- _Requirement_: Your answer should reproduce the full set of records exactly as given.

Collected data entries
▼

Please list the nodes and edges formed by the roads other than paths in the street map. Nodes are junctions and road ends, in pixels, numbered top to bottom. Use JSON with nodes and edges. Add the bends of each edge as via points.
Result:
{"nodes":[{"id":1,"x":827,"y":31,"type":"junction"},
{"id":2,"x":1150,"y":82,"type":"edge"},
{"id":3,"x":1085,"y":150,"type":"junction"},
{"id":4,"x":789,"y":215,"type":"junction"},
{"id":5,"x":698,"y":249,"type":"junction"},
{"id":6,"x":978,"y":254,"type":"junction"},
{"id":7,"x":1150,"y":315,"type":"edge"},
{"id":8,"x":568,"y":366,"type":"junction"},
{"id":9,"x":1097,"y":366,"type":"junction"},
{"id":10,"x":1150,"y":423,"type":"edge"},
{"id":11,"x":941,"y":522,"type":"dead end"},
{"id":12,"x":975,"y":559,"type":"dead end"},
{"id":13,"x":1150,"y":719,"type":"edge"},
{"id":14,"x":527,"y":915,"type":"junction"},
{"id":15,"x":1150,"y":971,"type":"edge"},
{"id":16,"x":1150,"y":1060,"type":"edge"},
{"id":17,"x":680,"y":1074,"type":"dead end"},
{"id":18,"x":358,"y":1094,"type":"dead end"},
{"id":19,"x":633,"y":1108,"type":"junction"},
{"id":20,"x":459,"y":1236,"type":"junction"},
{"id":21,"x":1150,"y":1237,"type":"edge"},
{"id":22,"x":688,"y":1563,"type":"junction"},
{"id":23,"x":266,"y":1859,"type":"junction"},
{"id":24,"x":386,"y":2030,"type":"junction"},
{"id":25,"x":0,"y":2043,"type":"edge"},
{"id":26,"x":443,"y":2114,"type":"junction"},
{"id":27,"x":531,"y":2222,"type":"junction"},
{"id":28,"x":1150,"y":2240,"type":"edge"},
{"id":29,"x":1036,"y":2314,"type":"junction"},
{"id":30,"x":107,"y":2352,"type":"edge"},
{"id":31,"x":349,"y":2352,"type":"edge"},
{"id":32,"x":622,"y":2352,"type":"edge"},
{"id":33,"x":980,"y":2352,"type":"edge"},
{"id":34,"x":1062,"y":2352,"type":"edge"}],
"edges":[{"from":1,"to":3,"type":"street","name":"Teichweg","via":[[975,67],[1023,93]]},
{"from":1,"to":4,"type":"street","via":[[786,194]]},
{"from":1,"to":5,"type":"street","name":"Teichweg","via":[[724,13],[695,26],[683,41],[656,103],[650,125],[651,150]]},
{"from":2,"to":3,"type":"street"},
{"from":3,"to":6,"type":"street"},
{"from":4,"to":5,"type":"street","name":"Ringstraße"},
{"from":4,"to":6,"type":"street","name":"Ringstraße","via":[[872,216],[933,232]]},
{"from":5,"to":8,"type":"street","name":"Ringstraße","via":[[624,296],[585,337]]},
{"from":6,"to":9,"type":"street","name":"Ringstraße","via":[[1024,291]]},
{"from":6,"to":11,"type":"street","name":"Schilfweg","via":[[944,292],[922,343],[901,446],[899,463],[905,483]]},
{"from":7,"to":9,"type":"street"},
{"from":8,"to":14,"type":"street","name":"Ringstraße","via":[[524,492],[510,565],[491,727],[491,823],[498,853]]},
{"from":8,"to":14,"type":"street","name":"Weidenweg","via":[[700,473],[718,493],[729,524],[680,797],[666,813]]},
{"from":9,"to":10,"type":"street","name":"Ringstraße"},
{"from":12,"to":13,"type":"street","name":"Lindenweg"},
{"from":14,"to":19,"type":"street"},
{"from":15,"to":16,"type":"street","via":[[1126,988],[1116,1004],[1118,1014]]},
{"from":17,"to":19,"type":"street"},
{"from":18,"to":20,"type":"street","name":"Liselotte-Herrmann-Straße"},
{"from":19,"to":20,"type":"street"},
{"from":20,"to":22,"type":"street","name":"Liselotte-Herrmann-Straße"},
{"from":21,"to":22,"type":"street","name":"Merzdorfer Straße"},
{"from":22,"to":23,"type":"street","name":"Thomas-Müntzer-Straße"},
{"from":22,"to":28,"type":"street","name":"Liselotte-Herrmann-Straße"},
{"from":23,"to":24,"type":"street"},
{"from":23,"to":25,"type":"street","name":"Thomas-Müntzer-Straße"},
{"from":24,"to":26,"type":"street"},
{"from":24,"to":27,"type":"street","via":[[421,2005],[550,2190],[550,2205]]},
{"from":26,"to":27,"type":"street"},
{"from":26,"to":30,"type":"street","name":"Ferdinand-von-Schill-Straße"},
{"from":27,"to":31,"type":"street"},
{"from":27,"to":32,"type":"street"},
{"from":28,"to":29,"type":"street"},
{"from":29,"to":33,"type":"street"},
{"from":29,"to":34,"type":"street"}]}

▲

- _Expected output_:
Please list the nodes and edges formed by the roads other than paths in the street map. Nodes are junctions and road ends, in pixels, numbered top to bottom. Use JSON with nodes and edges. Add the bends of each edge as via points.
Result:
{"nodes":[{"id":1,"x":827,"y":31,"type":"junction"},
{"id":2,"x":1150,"y":82,"type":"edge"},
{"id":3,"x":1085,"y":150,"type":"junction"},
{"id":4,"x":789,"y":215,"type":"junction"},
{"id":5,"x":698,"y":249,"type":"junction"},
{"id":6,"x":978,"y":254,"type":"junction"},
{"id":7,"x":1150,"y":315,"type":"edge"},
{"id":8,"x":568,"y":366,"type":"junction"},
{"id":9,"x":1097,"y":366,"type":"junction"},
{"id":10,"x":1150,"y":423,"type":"edge"},
{"id":11,"x":941,"y":522,"type":"dead end"},
{"id":12,"x":975,"y":559,"type":"dead end"},
{"id":13,"x":1150,"y":719,"type":"edge"},
{"id":14,"x":527,"y":915,"type":"junction"},
{"id":15,"x":1150,"y":971,"type":"edge"},
{"id":16,"x":1150,"y":1060,"type":"edge"},
{"id":17,"x":680,"y":1074,"type":"dead end"},
{"id":18,"x":358,"y":1094,"type":"dead end"},
{"id":19,"x":633,"y":1108,"type":"junction"},
{"id":20,"x":459,"y":1236,"type":"junction"},
{"id":21,"x":1150,"y":1237,"type":"edge"},
{"id":22,"x":688,"y":1563,"type":"junction"},
{"id":23,"x":266,"y":1859,"type":"junction"},
{"id":24,"x":386,"y":2030,"type":"junction"},
{"id":25,"x":0,"y":2043,"type":"edge"},
{"id":26,"x":443,"y":2114,"type":"junction"},
{"id":27,"x":531,"y":2222,"type":"junction"},
{"id":28,"x":1150,"y":2240,"type":"edge"},
{"id":29,"x":1036,"y":2314,"type":"junction"},
{"id":30,"x":107,"y":2352,"type":"edge"},
{"id":31,"x":349,"y":2352,"type":"edge"},
{"id":32,"x":622,"y":2352,"type":"edge"},
{"id":33,"x":980,"y":2352,"type":"edge"},
{"id":34,"x":1062,"y":2352,"type":"edge"}],
"edges":[{"from":1,"to":3,"type":"street","name":"Teichweg","via":[[975,67],[1023,93]]},
{"from":1,"to":4,"type":"street","via":[[786,194]]},
{"from":1,"to":5,"type":"street","name":"Teichweg","via":[[724,13],[695,26],[683,41],[656,103],[650,125],[651,150]]},
{"from":2,"to":3,"type":"street"},
{"from":3,"to":6,"type":"street"},
{"from":4,"to":5,"type":"street","name":"Ringstraße"},
{"from":4,"to":6,"type":"street","name":"Ringstraße","via":[[872,216],[933,232]]},
{"from":5,"to":8,"type":"street","name":"Ringstraße","via":[[624,296],[585,337]]},
{"from":6,"to":9,"type":"street","name":"Ringstraße","via":[[1024,291]]},
{"from":6,"to":11,"type":"street","name":"Schilfweg","via":[[944,292],[922,343],[901,446],[899,463],[905,483]]},
{"from":7,"to":9,"type":"street"},
{"from":8,"to":14,"type":"street","name":"Ringstraße","via":[[524,492],[510,565],[491,727],[491,823],[498,853]]},
{"from":8,"to":14,"type":"street","name":"Weidenweg","via":[[700,473],[718,493],[729,524],[680,797],[666,813]]},
{"from":9,"to":10,"type":"street","name":"Ringstraße"},
{"from":12,"to":13,"type":"street","name":"Lindenweg"},
{"from":14,"to":19,"type":"street"},
{"from":15,"to":16,"type":"street","via":[[1126,988],[1116,1004],[1118,1014]]},
{"from":17,"to":19,"type":"street"},
{"from":18,"to":20,"type":"street","name":"Liselotte-Herrmann-Straße"},
{"from":19,"to":20,"type":"street"},
{"from":20,"to":22,"type":"street","name":"Liselotte-Herrmann-Straße"},
{"from":21,"to":22,"type":"street","name":"Merzdorfer Straße"},
{"from":22,"to":23,"type":"street","name":"Thomas-Müntzer-Straße"},
{"from":22,"to":28,"type":"street","name":"Liselotte-Herrmann-Straße"},
{"from":23,"to":24,"type":"street"},
{"from":23,"to":25,"type":"street","name":"Thomas-Müntzer-Straße"},
{"from":24,"to":26,"type":"street"},
{"from":24,"to":27,"type":"street","via":[[421,2005],[550,2190],[550,2205]]},
{"from":26,"to":27,"type":"street"},
{"from":26,"to":30,"type":"street","name":"Ferdinand-von-Schill-Straße"},
{"from":27,"to":31,"type":"street"},
{"from":27,"to":32,"type":"street"},
{"from":28,"to":29,"type":"street"},
{"from":29,"to":33,"type":"street"},
{"from":29,"to":34,"type":"street"}]}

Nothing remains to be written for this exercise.